> _BRIEF_: Which lines below hold the word "dead"? Copy all of them.

(Dataset entries)
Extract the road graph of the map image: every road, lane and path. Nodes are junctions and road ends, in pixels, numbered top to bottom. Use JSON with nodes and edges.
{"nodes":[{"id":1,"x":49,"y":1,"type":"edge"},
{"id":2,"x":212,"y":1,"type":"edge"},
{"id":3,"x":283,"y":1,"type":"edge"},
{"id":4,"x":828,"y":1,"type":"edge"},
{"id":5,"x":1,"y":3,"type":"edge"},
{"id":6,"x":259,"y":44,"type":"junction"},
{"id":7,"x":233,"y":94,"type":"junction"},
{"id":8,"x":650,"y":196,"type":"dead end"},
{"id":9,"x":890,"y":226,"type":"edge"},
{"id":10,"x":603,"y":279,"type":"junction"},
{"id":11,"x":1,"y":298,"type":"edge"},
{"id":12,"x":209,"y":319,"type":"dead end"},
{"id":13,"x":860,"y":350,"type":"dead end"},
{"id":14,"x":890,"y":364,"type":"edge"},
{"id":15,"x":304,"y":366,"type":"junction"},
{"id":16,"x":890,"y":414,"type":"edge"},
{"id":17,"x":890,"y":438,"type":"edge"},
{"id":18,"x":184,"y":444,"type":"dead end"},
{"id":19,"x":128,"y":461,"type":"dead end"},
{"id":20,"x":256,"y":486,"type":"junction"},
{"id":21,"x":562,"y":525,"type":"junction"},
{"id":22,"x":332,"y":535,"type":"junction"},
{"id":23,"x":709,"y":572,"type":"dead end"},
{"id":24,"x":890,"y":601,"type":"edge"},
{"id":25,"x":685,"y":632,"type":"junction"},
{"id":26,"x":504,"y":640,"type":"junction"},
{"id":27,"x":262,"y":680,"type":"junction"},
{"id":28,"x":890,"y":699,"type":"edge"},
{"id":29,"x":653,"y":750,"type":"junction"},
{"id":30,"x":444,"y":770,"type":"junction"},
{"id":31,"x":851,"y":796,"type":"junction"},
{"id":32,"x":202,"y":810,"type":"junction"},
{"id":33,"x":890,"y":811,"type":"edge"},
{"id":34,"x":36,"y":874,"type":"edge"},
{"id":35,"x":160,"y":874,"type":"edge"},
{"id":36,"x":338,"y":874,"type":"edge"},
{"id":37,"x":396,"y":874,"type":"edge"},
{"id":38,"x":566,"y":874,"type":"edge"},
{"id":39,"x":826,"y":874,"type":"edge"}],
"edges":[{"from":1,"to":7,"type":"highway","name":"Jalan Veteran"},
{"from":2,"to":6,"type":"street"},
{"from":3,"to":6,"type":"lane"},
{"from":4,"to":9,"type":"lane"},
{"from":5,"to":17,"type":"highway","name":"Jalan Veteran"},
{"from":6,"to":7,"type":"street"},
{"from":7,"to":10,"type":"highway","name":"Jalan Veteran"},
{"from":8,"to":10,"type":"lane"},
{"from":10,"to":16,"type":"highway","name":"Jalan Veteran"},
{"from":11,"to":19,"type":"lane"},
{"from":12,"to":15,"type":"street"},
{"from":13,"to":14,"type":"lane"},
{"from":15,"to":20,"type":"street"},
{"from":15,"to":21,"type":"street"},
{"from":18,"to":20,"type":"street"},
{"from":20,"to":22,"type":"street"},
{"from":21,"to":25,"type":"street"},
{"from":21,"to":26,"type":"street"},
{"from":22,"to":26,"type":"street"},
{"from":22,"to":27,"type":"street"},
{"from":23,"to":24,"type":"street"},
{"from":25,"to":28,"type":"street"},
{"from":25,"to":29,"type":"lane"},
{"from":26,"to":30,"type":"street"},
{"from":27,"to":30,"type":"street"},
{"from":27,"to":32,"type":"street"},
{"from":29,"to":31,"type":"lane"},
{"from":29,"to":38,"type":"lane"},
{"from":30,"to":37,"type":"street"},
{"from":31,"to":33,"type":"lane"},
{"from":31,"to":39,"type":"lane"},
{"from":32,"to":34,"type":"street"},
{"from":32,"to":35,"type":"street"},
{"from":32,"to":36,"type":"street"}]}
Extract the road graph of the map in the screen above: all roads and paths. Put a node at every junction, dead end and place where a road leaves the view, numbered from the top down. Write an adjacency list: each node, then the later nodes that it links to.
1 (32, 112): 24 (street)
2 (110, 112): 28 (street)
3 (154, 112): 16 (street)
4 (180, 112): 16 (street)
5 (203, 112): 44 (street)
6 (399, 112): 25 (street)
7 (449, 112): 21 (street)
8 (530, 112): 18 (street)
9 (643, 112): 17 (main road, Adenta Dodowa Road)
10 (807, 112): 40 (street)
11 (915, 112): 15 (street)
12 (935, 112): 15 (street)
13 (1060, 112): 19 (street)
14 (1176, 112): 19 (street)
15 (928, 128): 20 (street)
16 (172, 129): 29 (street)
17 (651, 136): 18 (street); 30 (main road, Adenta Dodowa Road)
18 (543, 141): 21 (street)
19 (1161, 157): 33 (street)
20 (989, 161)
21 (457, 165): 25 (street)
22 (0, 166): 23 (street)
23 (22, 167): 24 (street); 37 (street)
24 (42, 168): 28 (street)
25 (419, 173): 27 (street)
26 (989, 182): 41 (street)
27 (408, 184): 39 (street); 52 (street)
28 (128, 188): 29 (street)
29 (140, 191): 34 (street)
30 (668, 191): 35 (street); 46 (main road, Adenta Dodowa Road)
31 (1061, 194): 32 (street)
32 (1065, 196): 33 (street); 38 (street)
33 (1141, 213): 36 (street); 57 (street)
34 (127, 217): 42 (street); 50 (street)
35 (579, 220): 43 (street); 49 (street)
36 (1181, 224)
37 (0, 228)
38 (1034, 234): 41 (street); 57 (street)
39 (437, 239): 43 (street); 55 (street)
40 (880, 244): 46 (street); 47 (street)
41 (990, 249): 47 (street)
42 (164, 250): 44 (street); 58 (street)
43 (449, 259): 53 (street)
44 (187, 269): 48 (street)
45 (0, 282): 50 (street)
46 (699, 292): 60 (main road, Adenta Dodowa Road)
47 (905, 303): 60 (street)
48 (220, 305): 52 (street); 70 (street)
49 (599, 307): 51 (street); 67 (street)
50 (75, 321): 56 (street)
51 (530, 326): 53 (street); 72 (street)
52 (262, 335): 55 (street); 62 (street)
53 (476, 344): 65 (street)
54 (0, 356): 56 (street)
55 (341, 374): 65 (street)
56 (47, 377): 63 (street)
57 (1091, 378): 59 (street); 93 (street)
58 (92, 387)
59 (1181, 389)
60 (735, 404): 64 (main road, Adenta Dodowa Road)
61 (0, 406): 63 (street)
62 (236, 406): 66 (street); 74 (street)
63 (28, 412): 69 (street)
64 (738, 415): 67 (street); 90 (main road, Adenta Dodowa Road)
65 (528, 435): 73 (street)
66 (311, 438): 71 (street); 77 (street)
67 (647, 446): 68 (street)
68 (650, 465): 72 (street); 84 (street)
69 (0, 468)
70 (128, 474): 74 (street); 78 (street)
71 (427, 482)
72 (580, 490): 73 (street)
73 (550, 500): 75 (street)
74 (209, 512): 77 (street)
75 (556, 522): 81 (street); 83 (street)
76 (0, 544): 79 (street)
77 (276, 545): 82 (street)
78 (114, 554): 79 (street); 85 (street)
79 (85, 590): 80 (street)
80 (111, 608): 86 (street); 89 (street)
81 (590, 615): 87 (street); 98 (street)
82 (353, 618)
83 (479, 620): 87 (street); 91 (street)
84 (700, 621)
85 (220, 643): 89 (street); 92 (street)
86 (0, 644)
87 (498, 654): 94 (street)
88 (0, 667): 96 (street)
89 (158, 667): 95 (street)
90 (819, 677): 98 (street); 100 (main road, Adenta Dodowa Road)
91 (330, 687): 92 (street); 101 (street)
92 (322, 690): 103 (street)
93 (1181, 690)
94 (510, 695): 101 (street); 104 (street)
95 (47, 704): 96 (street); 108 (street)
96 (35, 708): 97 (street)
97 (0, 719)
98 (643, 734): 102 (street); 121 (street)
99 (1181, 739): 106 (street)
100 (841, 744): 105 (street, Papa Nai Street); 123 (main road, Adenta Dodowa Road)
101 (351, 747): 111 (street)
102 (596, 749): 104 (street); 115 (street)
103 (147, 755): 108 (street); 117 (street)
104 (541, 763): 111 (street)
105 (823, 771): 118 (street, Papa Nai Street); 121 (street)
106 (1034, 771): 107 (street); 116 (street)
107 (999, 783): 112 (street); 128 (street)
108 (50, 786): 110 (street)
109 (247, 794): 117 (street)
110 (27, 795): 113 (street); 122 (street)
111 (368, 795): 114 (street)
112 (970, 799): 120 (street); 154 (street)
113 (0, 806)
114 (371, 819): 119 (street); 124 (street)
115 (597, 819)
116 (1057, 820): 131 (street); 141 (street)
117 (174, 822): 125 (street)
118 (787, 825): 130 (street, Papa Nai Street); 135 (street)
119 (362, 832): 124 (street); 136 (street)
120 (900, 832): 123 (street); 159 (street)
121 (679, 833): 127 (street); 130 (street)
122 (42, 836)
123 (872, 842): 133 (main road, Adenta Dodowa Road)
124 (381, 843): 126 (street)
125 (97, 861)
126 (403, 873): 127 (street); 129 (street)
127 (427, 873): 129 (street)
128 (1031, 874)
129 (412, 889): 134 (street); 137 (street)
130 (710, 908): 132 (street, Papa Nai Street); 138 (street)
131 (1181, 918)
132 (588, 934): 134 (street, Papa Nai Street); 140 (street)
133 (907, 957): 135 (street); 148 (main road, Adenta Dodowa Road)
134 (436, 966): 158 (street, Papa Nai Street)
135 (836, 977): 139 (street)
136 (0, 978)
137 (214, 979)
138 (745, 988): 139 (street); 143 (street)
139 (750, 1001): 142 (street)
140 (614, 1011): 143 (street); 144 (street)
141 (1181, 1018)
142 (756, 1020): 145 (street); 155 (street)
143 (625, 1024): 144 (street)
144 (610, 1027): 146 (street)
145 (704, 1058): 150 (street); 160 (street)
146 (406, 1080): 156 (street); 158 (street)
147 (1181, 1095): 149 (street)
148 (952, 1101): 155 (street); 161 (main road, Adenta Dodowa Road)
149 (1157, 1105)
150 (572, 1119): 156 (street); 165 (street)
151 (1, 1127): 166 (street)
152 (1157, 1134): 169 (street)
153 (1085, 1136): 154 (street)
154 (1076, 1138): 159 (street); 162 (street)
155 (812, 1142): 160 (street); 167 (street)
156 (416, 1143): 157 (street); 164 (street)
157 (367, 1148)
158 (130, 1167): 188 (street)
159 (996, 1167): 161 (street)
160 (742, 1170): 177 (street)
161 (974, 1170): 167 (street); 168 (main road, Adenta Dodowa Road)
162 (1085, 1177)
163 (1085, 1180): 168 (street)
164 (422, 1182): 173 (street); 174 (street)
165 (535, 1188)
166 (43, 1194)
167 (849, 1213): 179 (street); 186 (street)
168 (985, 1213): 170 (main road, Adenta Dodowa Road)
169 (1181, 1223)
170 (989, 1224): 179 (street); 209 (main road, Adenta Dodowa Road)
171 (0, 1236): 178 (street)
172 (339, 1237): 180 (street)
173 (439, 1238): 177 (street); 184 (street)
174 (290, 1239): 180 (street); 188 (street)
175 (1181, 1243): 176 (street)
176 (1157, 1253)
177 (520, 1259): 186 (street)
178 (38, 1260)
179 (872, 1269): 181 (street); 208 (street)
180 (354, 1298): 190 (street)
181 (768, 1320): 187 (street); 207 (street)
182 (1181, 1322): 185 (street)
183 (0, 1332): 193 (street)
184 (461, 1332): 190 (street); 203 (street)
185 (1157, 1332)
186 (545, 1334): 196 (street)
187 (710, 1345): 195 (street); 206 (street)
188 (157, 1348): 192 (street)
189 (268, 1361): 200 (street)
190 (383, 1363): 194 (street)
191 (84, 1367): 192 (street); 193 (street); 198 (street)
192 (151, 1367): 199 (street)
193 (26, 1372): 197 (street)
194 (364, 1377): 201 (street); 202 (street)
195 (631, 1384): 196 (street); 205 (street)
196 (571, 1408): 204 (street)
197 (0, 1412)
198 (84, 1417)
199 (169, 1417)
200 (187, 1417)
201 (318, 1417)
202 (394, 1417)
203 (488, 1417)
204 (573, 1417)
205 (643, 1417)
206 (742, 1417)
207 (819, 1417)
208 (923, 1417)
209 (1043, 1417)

> _EXERCISE RESULT_:
{"id":8,"x":650,"y":196,"type":"dead end"},
{"id":12,"x":209,"y":319,"type":"dead end"},
{"id":13,"x":860,"y":350,"type":"dead end"},
{"id":18,"x":184,"y":444,"type":"dead end"},
{"id":19,"x":128,"y":461,"type":"dead end"},
{"id":23,"x":709,"y":572,"type":"dead end"},
Extract the road graph of the map in the screen above: all roads and paths. Put a node at every junction, dead end and place where a road leaves the view, numbered from the top down. Write an adjacency list: each node, then the later nodes that it links to.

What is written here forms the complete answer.